Preto, pobre e suburbano

Esse aqui é o cotidiano de um simples jornalista carioca que mora e circula pra cima e pra baixo na cidade de São Sebastião do Rio de Janeiro. Mas acaba sempre voltando pra a base, em Bangu - terra onde só os fortes sobrevivem pq é longe pra burro e tem que ter saco pra aturar as idas e vindas...

segunda-feira, março 22, 2004

Um mané sem carteira de motorista, abordo da Grande Ervilha Mecânica pela madrugada carioca

Mesmo com uma dor quase insuportável no ombro direito, saí na noite de sábado. Havia prometido a uma amiga levá-la ao forró. Levei, né. Promessa é dívida. Fomos ao Malagueta, ali em São Cristóvão. Como bom menino q sou fui buscá-la em casa, no Valqueire, e depois a desovei no mesmo ponto. Só q após a noite com zambumba, triângulo e sanfona tocando soltas, ainda no caminho de volta, veio a lembrança. Ou melhor, lembrei de ter esquecido, por mais contraditório q pareça. Esqueci o documento do carro.

Agora, na boa, eu, esse sujeito dessa cor, o tipo físico do malandro carioca, dirigindo seu carrinho de madrugada pelo Rio de Janeiro... era só uma blitz me parar e pronto: tava eu lindamente pegado. Tava errado, sem carteira de motorista. Olha o prato cheio pos puliça tocarem um terror comigo.

Saindo do Malagueta optei por ir seguindo a linha do trem, pela Rua 24 de Maio em lugar de pegar a AVenida Brasil. Foi só descer o viaduto de São Cristóvão e me deparar com Maracanã. Em frente a ele, na Radial Oeste (q em sua continuidade tem a 24 de Maio) estava um blitz. Ao lembrar de nao estar com o documento gelei. A amiga, q nas horas vagas é advogada, me tranquilizou. Mas e depois de deixá-la em casa? Ia ser uma presa fácil, fácil...
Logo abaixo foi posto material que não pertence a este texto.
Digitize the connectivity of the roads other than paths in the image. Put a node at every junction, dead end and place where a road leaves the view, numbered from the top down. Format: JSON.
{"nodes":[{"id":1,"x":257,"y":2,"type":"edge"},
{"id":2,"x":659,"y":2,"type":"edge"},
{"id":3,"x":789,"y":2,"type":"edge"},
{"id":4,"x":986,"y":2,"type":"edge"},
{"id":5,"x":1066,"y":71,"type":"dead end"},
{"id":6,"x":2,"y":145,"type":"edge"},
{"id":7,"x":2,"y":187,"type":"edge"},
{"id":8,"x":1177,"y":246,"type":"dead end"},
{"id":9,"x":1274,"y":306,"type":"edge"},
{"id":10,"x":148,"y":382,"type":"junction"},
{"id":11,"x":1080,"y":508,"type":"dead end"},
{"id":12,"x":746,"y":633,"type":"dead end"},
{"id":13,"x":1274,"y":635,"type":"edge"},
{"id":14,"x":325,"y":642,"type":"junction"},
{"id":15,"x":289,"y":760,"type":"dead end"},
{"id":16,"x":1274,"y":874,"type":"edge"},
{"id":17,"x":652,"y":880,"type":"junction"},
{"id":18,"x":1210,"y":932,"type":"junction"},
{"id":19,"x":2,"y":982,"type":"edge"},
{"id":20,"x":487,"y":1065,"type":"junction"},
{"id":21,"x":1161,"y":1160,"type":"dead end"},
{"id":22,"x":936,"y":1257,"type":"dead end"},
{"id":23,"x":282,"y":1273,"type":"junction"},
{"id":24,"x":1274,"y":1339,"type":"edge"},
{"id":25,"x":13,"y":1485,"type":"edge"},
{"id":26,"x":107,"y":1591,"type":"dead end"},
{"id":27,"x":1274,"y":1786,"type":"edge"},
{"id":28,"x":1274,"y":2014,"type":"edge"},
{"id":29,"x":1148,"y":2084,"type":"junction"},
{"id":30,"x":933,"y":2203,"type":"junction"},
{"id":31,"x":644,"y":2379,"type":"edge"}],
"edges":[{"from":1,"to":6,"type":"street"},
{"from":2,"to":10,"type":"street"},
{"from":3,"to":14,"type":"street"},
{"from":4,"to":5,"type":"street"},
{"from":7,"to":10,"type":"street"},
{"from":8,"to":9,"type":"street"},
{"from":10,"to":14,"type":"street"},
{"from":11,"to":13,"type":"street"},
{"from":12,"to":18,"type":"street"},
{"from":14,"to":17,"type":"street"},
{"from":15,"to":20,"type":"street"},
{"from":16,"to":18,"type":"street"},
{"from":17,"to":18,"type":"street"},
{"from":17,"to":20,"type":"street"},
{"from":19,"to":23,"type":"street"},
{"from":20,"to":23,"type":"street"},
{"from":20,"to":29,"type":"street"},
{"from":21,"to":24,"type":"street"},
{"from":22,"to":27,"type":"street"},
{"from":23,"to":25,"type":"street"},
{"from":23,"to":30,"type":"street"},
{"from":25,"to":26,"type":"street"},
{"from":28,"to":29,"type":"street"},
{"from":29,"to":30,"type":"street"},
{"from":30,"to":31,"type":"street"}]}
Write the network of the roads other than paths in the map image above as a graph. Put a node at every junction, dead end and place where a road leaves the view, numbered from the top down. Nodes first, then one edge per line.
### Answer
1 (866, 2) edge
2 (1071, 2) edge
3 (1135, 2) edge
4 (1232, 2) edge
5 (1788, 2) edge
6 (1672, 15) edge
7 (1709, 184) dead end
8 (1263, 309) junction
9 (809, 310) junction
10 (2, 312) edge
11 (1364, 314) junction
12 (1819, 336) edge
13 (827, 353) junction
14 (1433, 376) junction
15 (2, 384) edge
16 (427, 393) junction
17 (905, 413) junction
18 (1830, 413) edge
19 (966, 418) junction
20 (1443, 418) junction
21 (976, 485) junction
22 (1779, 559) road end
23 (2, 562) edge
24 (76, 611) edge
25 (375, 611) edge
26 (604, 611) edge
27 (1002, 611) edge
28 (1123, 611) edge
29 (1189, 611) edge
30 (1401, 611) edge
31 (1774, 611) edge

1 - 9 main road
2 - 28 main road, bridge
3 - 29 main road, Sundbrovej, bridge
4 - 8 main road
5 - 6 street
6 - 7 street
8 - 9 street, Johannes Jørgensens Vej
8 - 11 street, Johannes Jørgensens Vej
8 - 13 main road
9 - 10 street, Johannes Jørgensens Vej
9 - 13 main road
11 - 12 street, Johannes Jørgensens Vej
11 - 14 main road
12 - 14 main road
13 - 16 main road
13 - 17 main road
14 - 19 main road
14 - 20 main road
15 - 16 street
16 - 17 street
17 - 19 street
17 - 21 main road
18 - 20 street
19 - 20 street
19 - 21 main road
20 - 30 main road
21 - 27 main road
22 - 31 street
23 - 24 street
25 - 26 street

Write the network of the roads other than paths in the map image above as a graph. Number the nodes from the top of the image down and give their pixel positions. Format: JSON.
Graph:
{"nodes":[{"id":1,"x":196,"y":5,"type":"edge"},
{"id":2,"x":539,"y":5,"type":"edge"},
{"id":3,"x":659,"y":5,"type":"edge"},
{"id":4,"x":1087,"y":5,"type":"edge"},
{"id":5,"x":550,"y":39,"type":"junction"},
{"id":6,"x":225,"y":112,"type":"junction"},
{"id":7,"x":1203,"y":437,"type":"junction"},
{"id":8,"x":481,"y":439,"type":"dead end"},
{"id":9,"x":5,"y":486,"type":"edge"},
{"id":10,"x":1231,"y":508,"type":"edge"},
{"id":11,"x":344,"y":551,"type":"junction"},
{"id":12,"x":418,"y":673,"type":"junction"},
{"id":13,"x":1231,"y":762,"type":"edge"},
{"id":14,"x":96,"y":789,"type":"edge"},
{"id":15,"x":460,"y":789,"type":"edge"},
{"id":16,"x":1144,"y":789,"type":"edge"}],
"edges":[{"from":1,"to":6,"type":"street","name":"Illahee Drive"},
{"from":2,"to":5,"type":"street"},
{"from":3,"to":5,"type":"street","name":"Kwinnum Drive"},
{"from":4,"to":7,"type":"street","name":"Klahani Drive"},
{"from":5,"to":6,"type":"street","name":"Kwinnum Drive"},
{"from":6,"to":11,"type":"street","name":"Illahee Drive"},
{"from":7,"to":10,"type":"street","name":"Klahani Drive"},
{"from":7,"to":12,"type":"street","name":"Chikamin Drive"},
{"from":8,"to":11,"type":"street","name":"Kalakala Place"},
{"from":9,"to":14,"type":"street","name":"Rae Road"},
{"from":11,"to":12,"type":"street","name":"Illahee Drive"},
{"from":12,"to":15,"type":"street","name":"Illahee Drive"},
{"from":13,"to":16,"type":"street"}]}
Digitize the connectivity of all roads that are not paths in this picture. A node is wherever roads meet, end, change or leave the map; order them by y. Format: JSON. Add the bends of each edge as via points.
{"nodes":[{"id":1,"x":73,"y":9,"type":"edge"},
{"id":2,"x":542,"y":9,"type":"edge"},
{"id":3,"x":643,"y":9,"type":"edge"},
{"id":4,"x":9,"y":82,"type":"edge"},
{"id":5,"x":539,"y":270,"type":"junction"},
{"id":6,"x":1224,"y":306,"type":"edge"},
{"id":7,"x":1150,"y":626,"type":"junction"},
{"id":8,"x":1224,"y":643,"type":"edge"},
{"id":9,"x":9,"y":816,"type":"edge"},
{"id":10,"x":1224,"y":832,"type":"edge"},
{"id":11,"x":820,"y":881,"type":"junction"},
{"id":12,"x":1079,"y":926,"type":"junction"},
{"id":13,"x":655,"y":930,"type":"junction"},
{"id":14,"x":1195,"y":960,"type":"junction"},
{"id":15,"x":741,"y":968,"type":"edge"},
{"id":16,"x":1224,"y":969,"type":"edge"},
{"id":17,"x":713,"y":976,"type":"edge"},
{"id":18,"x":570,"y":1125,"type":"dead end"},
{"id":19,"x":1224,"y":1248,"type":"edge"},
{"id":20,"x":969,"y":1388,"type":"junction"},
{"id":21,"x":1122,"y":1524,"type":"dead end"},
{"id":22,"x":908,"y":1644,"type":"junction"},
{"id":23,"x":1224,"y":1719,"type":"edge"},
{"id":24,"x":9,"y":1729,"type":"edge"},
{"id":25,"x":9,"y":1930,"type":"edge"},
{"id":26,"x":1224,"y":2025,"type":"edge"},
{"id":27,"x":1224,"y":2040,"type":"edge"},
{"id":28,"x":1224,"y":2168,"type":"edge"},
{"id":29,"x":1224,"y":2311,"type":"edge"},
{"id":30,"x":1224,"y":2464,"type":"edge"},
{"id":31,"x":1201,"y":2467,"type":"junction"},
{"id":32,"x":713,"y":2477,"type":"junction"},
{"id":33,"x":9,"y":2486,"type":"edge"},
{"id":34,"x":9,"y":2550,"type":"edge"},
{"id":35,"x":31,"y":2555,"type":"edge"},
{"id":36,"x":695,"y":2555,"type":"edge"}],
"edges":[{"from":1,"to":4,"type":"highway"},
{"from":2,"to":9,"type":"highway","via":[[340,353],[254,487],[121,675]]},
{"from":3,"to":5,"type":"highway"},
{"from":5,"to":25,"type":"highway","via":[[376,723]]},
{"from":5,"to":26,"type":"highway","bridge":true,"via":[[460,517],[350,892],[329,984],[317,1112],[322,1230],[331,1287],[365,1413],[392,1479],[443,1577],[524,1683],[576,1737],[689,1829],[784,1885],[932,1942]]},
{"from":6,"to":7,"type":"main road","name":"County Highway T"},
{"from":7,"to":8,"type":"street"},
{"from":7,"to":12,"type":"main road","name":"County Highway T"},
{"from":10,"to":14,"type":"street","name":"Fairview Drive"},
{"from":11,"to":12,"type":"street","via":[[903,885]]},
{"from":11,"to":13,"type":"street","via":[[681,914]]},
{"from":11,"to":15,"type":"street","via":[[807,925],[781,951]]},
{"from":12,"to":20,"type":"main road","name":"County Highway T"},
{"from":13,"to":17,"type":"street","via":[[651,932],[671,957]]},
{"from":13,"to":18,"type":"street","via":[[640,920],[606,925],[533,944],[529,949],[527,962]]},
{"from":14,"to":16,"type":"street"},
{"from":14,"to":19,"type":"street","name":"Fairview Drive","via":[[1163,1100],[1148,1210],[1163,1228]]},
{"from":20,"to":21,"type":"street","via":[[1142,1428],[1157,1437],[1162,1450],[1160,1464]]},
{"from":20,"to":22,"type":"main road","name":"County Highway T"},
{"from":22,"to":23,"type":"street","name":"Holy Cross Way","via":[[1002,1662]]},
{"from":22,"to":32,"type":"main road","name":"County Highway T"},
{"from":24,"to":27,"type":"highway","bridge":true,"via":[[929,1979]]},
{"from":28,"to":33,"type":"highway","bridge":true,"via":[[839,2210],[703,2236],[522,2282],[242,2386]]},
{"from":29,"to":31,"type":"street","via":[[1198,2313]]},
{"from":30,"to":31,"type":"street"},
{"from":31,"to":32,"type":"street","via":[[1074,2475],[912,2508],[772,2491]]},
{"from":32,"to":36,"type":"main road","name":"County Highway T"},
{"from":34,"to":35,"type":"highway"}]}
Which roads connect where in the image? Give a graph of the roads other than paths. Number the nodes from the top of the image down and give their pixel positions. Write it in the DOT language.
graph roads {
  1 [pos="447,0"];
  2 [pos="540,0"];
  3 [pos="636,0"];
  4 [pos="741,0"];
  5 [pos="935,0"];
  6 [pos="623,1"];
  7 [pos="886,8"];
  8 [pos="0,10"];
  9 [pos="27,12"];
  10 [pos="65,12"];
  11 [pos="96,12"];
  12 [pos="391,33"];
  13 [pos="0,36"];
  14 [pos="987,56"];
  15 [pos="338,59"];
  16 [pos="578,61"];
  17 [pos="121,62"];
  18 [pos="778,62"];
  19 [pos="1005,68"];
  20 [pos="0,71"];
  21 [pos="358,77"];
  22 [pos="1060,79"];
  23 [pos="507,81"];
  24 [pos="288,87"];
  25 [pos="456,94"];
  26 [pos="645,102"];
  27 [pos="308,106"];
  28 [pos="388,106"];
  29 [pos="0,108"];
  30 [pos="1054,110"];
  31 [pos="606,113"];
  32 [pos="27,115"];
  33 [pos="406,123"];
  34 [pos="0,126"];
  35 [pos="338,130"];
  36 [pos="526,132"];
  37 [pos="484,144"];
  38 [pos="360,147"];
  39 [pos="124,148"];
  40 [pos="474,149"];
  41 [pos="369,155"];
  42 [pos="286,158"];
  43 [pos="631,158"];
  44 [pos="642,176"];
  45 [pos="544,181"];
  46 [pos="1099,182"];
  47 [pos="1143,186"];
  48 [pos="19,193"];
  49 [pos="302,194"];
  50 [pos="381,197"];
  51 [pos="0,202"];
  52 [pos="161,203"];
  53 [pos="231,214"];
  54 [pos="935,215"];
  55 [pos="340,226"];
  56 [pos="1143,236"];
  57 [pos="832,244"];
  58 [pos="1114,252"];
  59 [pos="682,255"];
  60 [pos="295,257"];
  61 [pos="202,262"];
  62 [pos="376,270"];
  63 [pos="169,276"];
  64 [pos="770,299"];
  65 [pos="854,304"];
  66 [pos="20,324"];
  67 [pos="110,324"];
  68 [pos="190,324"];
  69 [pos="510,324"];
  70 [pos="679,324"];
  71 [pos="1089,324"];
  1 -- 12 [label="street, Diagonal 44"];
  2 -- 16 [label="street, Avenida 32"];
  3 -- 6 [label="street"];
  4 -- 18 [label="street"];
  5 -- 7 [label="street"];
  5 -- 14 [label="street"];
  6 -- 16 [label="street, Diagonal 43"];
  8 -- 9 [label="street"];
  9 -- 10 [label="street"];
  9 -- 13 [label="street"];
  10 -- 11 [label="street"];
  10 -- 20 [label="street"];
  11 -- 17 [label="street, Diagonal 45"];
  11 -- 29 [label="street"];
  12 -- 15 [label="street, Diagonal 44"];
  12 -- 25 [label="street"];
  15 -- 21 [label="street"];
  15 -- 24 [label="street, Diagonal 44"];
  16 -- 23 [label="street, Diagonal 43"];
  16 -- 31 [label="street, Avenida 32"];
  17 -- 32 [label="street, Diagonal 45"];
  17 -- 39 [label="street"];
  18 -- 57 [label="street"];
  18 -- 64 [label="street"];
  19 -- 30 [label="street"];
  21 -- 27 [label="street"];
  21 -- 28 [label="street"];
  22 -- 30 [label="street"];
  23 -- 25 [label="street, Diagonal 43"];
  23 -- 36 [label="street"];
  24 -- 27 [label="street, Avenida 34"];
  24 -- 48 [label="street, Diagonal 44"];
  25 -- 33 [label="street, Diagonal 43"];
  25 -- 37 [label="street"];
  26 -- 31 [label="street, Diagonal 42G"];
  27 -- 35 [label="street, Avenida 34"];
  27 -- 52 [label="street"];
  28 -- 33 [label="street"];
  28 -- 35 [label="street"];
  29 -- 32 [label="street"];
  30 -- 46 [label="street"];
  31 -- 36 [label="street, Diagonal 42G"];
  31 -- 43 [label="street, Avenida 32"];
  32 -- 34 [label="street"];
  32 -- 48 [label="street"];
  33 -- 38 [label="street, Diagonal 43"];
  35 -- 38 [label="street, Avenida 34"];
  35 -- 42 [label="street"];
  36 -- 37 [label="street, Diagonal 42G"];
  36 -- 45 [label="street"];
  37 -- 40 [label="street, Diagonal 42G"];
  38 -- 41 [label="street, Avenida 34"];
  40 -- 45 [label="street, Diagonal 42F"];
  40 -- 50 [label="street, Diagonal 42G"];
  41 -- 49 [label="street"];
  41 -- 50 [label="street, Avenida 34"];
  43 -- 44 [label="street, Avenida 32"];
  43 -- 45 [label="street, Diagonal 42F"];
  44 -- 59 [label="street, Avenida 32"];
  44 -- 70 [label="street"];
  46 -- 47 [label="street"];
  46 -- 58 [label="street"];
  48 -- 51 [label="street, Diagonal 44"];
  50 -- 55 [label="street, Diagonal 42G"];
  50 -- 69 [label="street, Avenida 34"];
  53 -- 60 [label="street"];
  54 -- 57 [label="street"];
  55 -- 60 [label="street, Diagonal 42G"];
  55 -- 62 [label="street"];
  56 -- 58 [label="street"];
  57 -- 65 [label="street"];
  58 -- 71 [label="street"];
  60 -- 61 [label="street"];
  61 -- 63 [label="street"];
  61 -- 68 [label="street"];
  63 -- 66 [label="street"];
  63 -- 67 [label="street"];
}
Do Valqueire até Bangu nao deve ser mais do 10 quilômetros. Eu com o rabo entre as pernas, na total certeza de estar errado, estar devendo. Odeio essa sensação, por isso procuro sempre andar na linha. A cada curva era uma nova emoção. Não pela velocidade, mas pela torcida em não encontrar uma blitz. O pior é a pista sinuosa q vai do Valqueire até a Piraquara, cortando toda a Sulacap...

A cada vez q via carros parados em sinais ao longe e aquele monte de luzes vermelhas juntas pensava: "perdi, os 'homi' tão ali". Nunca fui tão no sapatinho pra casa. Já em Padre Miguel existe um ponto certo, certíssimo de ter uma blitz. Eu já passo ali com tanta frequencia q ninguém me para, mas sacomé, né, quando tu tá errado tudo acontece. A essa hora eu já tinha acionado até a padroeira.

Quando cheguei na curva anterior o cagaço tomava conta... quando apontei no lugar e vi q nao tinha ninguém... pisei, mas pisei muito pra chegar em casa. É uma retinha simples, merreca pra ser percorrida até por Ervilhão, um gol mil. Ufa. Quando cheguei em casa nem guardei o carro na garadem, desovei mermo na calçada e corri pra dentro pra ver se encontrava o mané do documento. Tava exatamente no mesmo lugar onde eu devia te-lo pego.

Mané é mané. Mas o mané sem sorte já nasceu morto.